Introduction to Recurrent Networks and Applications in EEG Analysis

Electroencephalography (EEG) records electrical signals from the surface of the scalp that, ideally, provide information about activity in the brain.

Extracting useful information from EEG signals can, however, be extremely challenging.

  • EEG signals are measured at the $\mu V$ level, making them very susceptable to noise and artifacts.
  • The signals become "blurred" as they travel through the scull, meninges and scalp.
  • Only electrical activity near the surface of the scalp and traveling at the correct orientation can be measured.
  • This means that EEG really only measures the synchronized firing of populations of neurons.

The signals that we are able to get originate from the brain, which is a very sophisticated organ. On the neural scale:

  • The human has hundereds of billions of neurons and hundereds of trillions of synaptic connections.
  • The interactions between neurons are complex and often involve non-linear electro-chemical processes.

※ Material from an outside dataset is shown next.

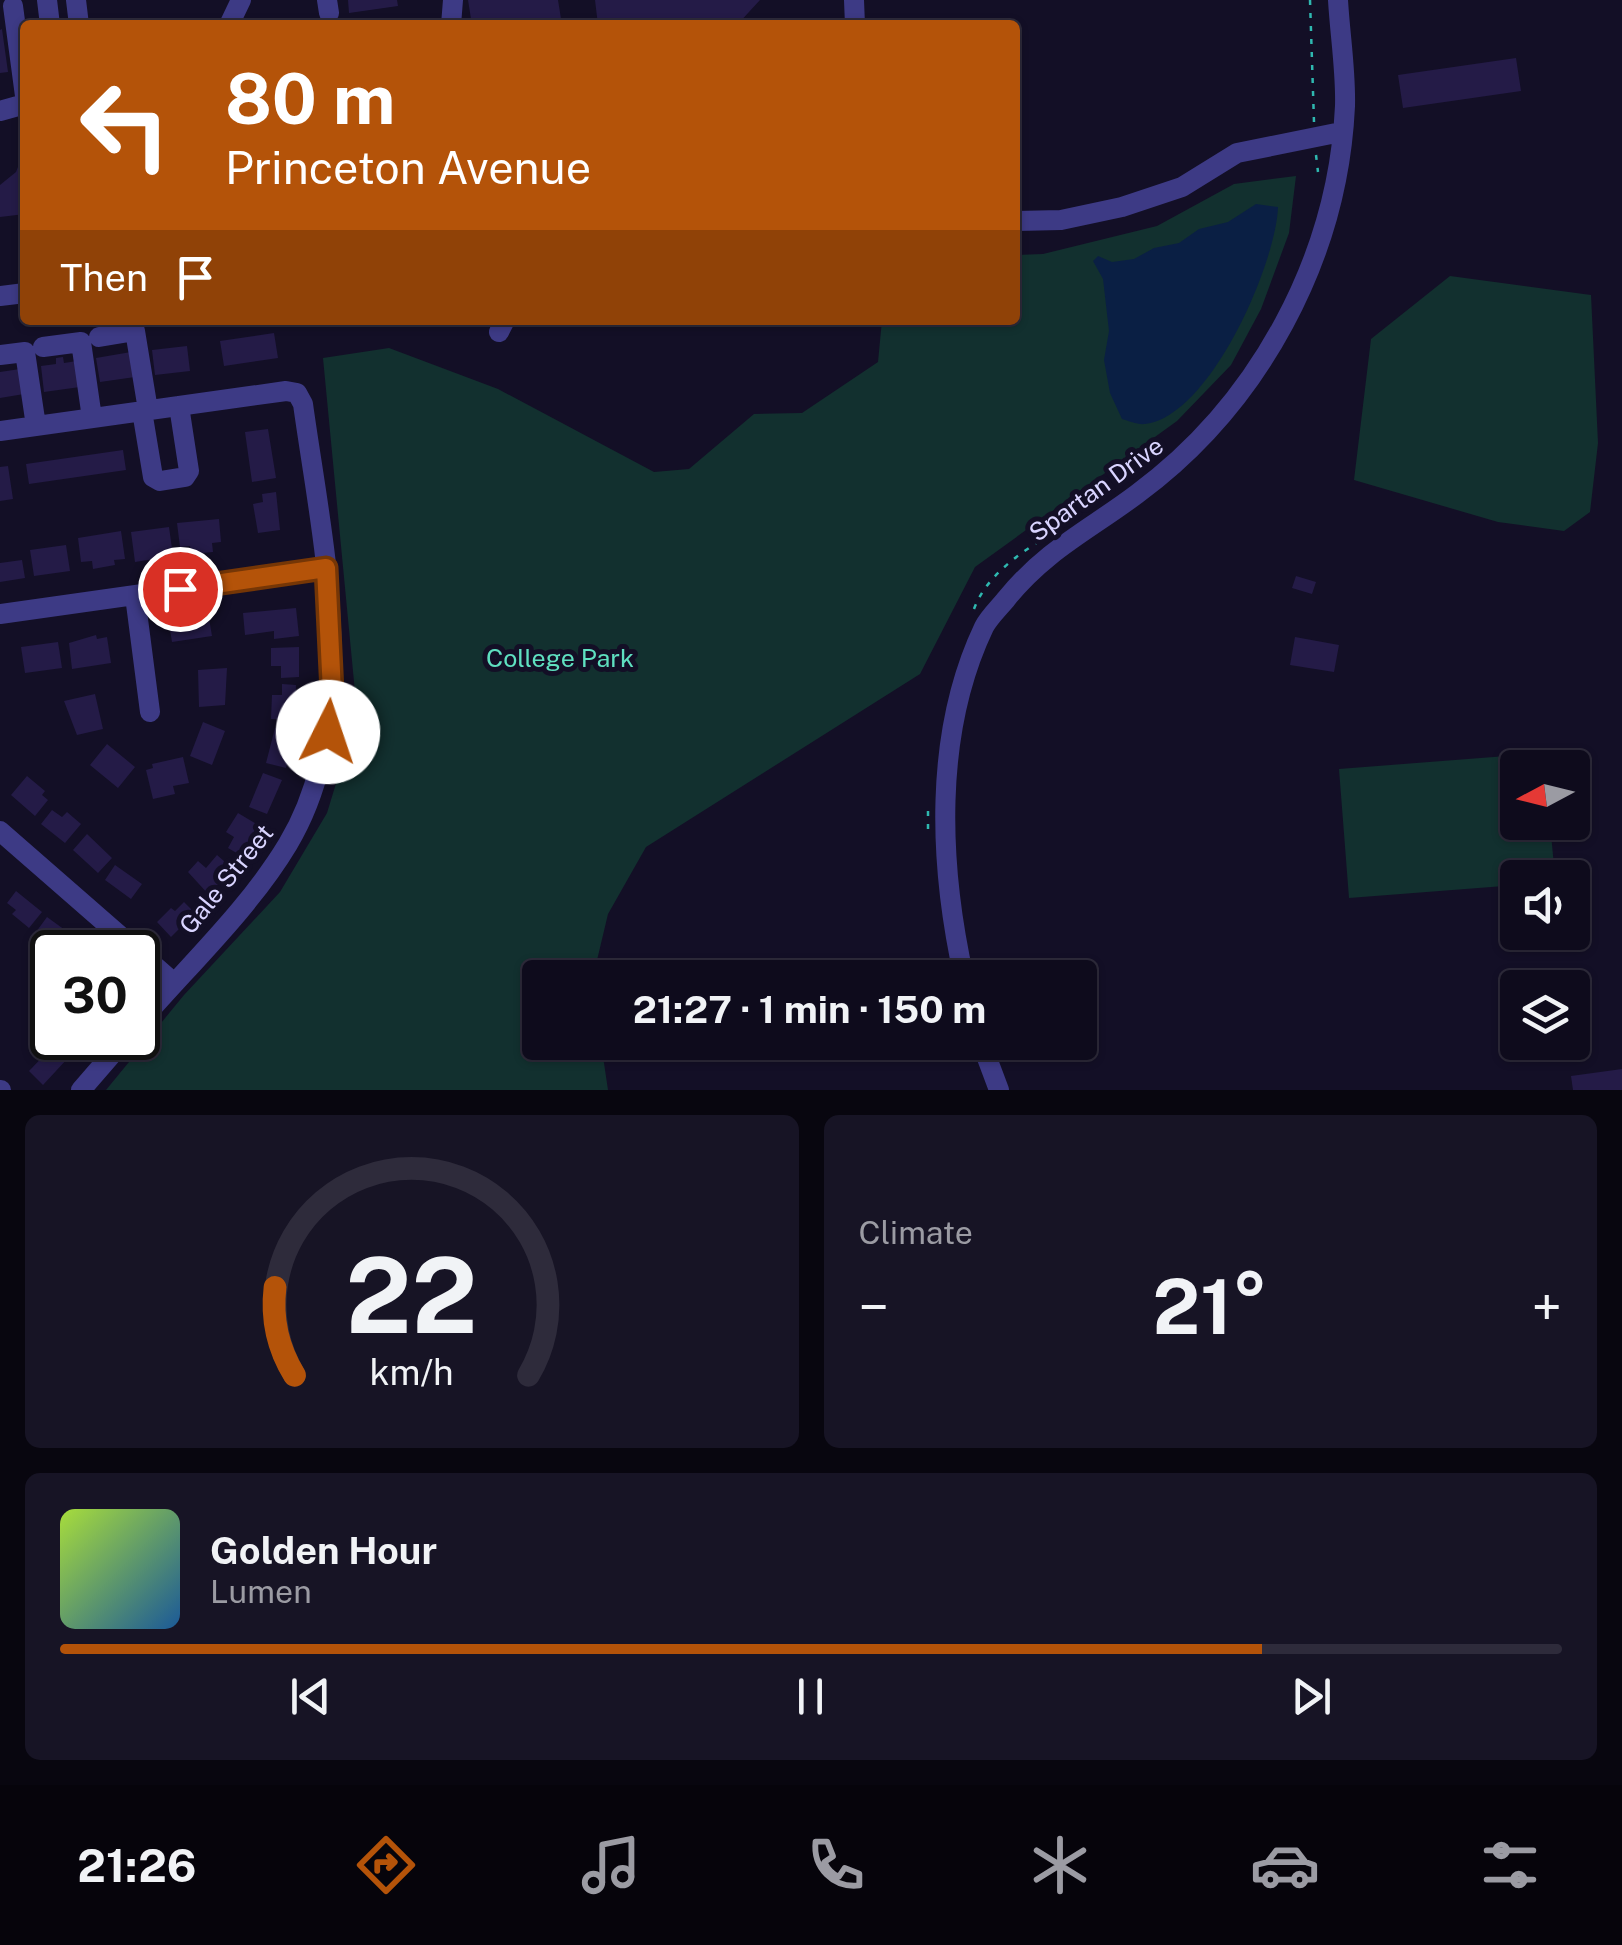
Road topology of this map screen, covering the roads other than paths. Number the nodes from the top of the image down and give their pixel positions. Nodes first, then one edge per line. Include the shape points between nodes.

Above image borrowed from Discover Magazine: http://discovermagazine.com/2013/jan-feb/36-new-project-maps-the-wiring-of-the-mind

On the cognative scale:

  • The brain is continually processing large amounts of information in parallel.
  • It is also continually collating information and learning about the past, present and future.

Image borrowed from Wikimedia Commons: http://commons.wikimedia.org/wiki/File:Auguste_Rodin-The_Thinker-Legion_of_Honor-Lincoln_Park-San_Francisco.jpg

So what does this mean for us as data scientists and neural engineers?

Methods for modeling and classifying EEG signals should be

  • robust to noise
  • able to model spatial patterns (across electrode sites)
  • able to model temporal patterns (over the course of time)

I posit that Artificial Neural Networks (ANN) and, specifically, Recurrent Artificial Neural Networks (RNN), are well-suited for this role.

In this talk we will begin to explore methods for capturing spatiotemporal information using neural nets and give some examples of how this can be used to analize EEG signals.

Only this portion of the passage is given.